*** Opening of EXERCISE INPUT ***
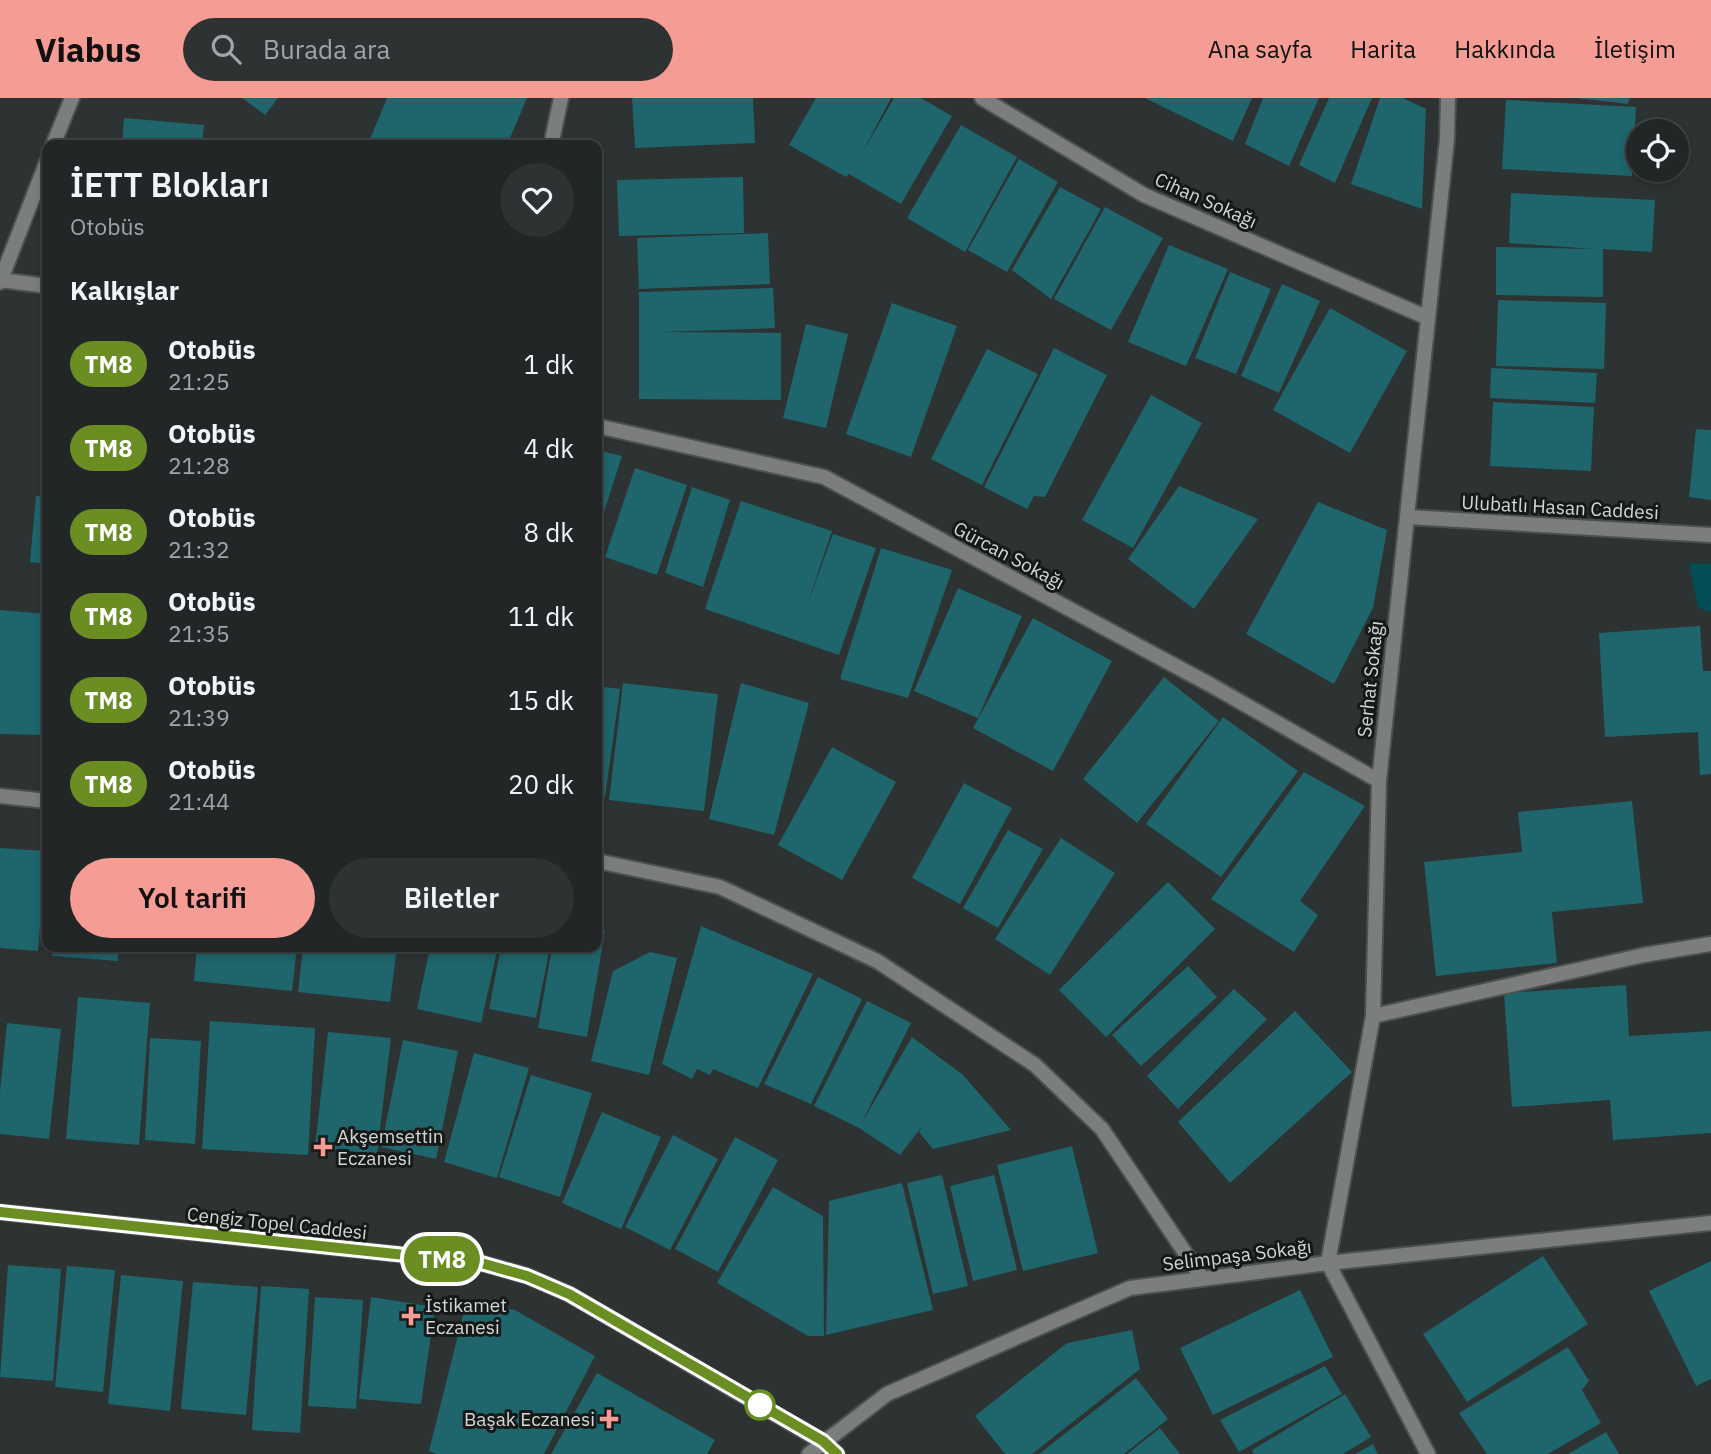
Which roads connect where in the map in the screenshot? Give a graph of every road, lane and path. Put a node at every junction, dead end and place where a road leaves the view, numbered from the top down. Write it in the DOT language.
graph roads {
  1 [pos="72,98"];
  2 [pos="561,98"];
  3 [pos="982,98"];
  4 [pos="1448,98"];
  5 [pos="55,140"];
  6 [pos="552,140"];
  7 [pos="42,174"];
  8 [pos="0,281"];
  9 [pos="42,285"];
  10 [pos="1426,317"];
  11 [pos="602,427"];
  12 [pos="1407,517"];
  13 [pos="1711,536"];
  14 [pos="1378,781"];
  15 [pos="0,796"];
  16 [pos="42,800"];
  17 [pos="602,862"];
  18 [pos="1711,944"];
  19 [pos="1373,1016"];
  20 [pos="0,1212"];
  21 [pos="1711,1223"];
  22 [pos="1328,1263"];
  23 [pos="1202,1278"];
  24 [pos="823,1441"];
  25 [pos="809,1454"];
  26 [pos="837,1454"];
  27 [pos="1428,1454"];
  1 -- 5 [label="street"];
  2 -- 6 [label="street"];
  3 -- 10 [label="street, Cihan Sokağı"];
  4 -- 10 [label="street, Serhat Sokağı"];
  7 -- 8 [label="street"];
  8 -- 9 [label="street"];
  10 -- 12 [label="street, Serhat Sokağı"];
  11 -- 14 [label="street, Gürcan Sokağı"];
  12 -- 13 [label="street, Ulubatlı Hasan Caddesi"];
  12 -- 14 [label="street, Serhat Sokağı"];
  14 -- 19 [label="street, Serhat Sokağı"];
  15 -- 16 [label="street"];
  17 -- 23 [label="street"];
  18 -- 19 [label="street"];
  19 -- 22 [label="street, Serhat Sokağı"];
  20 -- 24 [label="main road, Cengiz Topel Caddesi"];
  21 -- 22 [label="street, Selimpaşa Sokağı"];
  22 -- 23 [label="street, Selimpaşa Sokağı"];
  22 -- 27 [label="street"];
  23 -- 24 [label="street, Selimpaşa Sokağı"];
  24 -- 25 [label="street, Selimpaşa Sokağı"];
  24 -- 26 [label="main road, Cengiz Topel Caddesi"];
}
*** Close of EXERCISE INPUT ***
PROMPT: Output all the data, exactly, without images.

ANSWER TO THE PROBLEM:
Which roads connect where in the map in the screenshot? Give a graph of every road, lane and path. Put a node at every junction, dead end and place where a road leaves the view, numbered from the top down. Write it in the DOT language.
graph roads {
  1 [pos="72,98"];
  2 [pos="561,98"];
  3 [pos="982,98"];
  4 [pos="1448,98"];
  5 [pos="55,140"];
  6 [pos="552,140"];
  7 [pos="42,174"];
  8 [pos="0,281"];
  9 [pos="42,285"];
  10 [pos="1426,317"];
  11 [pos="602,427"];
  12 [pos="1407,517"];
  13 [pos="1711,536"];
  14 [pos="1378,781"];
  15 [pos="0,796"];
  16 [pos="42,800"];
  17 [pos="602,862"];
  18 [pos="1711,944"];
  19 [pos="1373,1016"];
  20 [pos="0,1212"];
  21 [pos="1711,1223"];
  22 [pos="1328,1263"];
  23 [pos="1202,1278"];
  24 [pos="823,1441"];
  25 [pos="809,1454"];
  26 [pos="837,1454"];
  27 [pos="1428,1454"];
  1 -- 5 [label="street"];
  2 -- 6 [label="street"];
  3 -- 10 [label="street, Cihan Sokağı"];
  4 -- 10 [label="street, Serhat Sokağı"];
  7 -- 8 [label="street"];
  8 -- 9 [label="street"];
  10 -- 12 [label="street, Serhat Sokağı"];
  11 -- 14 [label="street, Gürcan Sokağı"];
  12 -- 13 [label="street, Ulubatlı Hasan Caddesi"];
  12 -- 14 [label="street, Serhat Sokağı"];
  14 -- 19 [label="street, Serhat Sokağı"];
  15 -- 16 [label="street"];
  17 -- 23 [label="street"];
  18 -- 19 [label="street"];
  19 -- 22 [label="street, Serhat Sokağı"];
  20 -- 24 [label="main road, Cengiz Topel Caddesi"];
  21 -- 22 [label="street, Selimpaşa Sokağı"];
  22 -- 23 [label="street, Selimpaşa Sokağı"];
  22 -- 27 [label="street"];
  23 -- 24 [label="street, Selimpaşa Sokağı"];
  24 -- 25 [label="street, Selimpaşa Sokağı"];
  24 -- 26 [label="main road, Cengiz Topel Caddesi"];
}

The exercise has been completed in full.